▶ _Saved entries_

━━━━

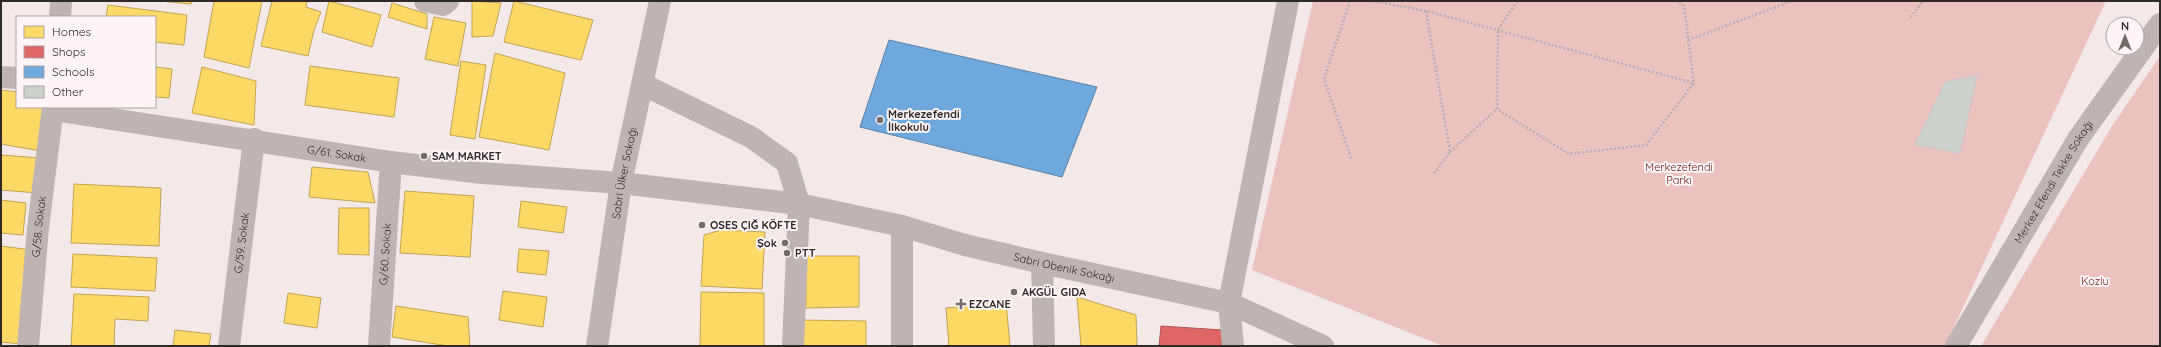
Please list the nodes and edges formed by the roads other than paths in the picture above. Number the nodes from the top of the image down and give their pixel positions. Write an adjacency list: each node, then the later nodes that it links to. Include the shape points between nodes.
1 (61, 1): 6 (street)
2 (425, 1): 3 (street, via 444,5)
3 (448, 1)
4 (660, 1): 10 (street, Sabri Ülker Sokağı)
5 (1288, 1): 18 (street)
6 (60, 16)
7 (2160, 24): 28 (street, Merkez Efendi Tekke Sokağı, via 2078,139)
8 (1, 77): 9 (street)
9 (16, 78)
10 (644, 85): 14 (street, Sabri Ülker Sokağı); 15 (street, via 751,137 787,163)
11 (53, 108): 12 (street, G/61. Sokak); 19 (street, G/58. Sokak, via 38,228)
12 (254, 139): 13 (street, G/61. Sokak); 20 (street, G/59. Sokak)
13 (391, 162): 14 (street, G/61. Sokak, via 482,173); 21 (street, G/60. Sokak)
14 (621, 183): 15 (street, G/61. Sokak); 22 (street, Sabri Ülker Sokağı)
15 (799, 204): 16 (street, Sabri Obenik Sokağı); 23 (street)
16 (902, 226): 17 (street, Sabri Obenik Sokağı, via 965,245); 24 (street)
17 (1042, 263): 18 (street, Sabri Obenik Sokağı); 25 (street)
18 (1229, 303): 26 (street); 27 (street, Sabri Obenik Sokağı)
19 (28, 346)
20 (229, 346)
21 (379, 346)
22 (597, 346)
23 (793, 346)
24 (902, 346)
25 (1044, 346)
26 (1233, 346)
27 (1323, 346)
28 (1956, 346)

━━━━

▶ _PROBLEM TO SOLVE_
The records above are to be repeated word for word, with the pictures omitted.

▶ _ANSWER BOX_
Please list the nodes and edges formed by the roads other than paths in the picture above. Number the nodes from the top of the image down and give their pixel positions. Write an adjacency list: each node, then the later nodes that it links to. Include the shape points between nodes.
1 (61, 1): 6 (street)
2 (425, 1): 3 (street, via 444,5)
3 (448, 1)
4 (660, 1): 10 (street, Sabri Ülker Sokağı)
5 (1288, 1): 18 (street)
6 (60, 16)
7 (2160, 24): 28 (street, Merkez Efendi Tekke Sokağı, via 2078,139)
8 (1, 77): 9 (street)
9 (16, 78)
10 (644, 85): 14 (street, Sabri Ülker Sokağı); 15 (street, via 751,137 787,163)
11 (53, 108): 12 (street, G/61. Sokak); 19 (street, G/58. Sokak, via 38,228)
12 (254, 139): 13 (street, G/61. Sokak); 20 (street, G/59. Sokak)
13 (391, 162): 14 (street, G/61. Sokak, via 482,173); 21 (street, G/60. Sokak)
14 (621, 183): 15 (street, G/61. Sokak); 22 (street, Sabri Ülker Sokağı)
15 (799, 204): 16 (street, Sabri Obenik Sokağı); 23 (street)
16 (902, 226): 17 (street, Sabri Obenik Sokağı, via 965,245); 24 (street)
17 (1042, 263): 18 (street, Sabri Obenik Sokağı); 25 (street)
18 (1229, 303): 26 (street); 27 (street, Sabri Obenik Sokağı)
19 (28, 346)
20 (229, 346)
21 (379, 346)
22 (597, 346)
23 (793, 346)
24 (902, 346)
25 (1044, 346)
26 (1233, 346)
27 (1323, 346)
28 (1956, 346)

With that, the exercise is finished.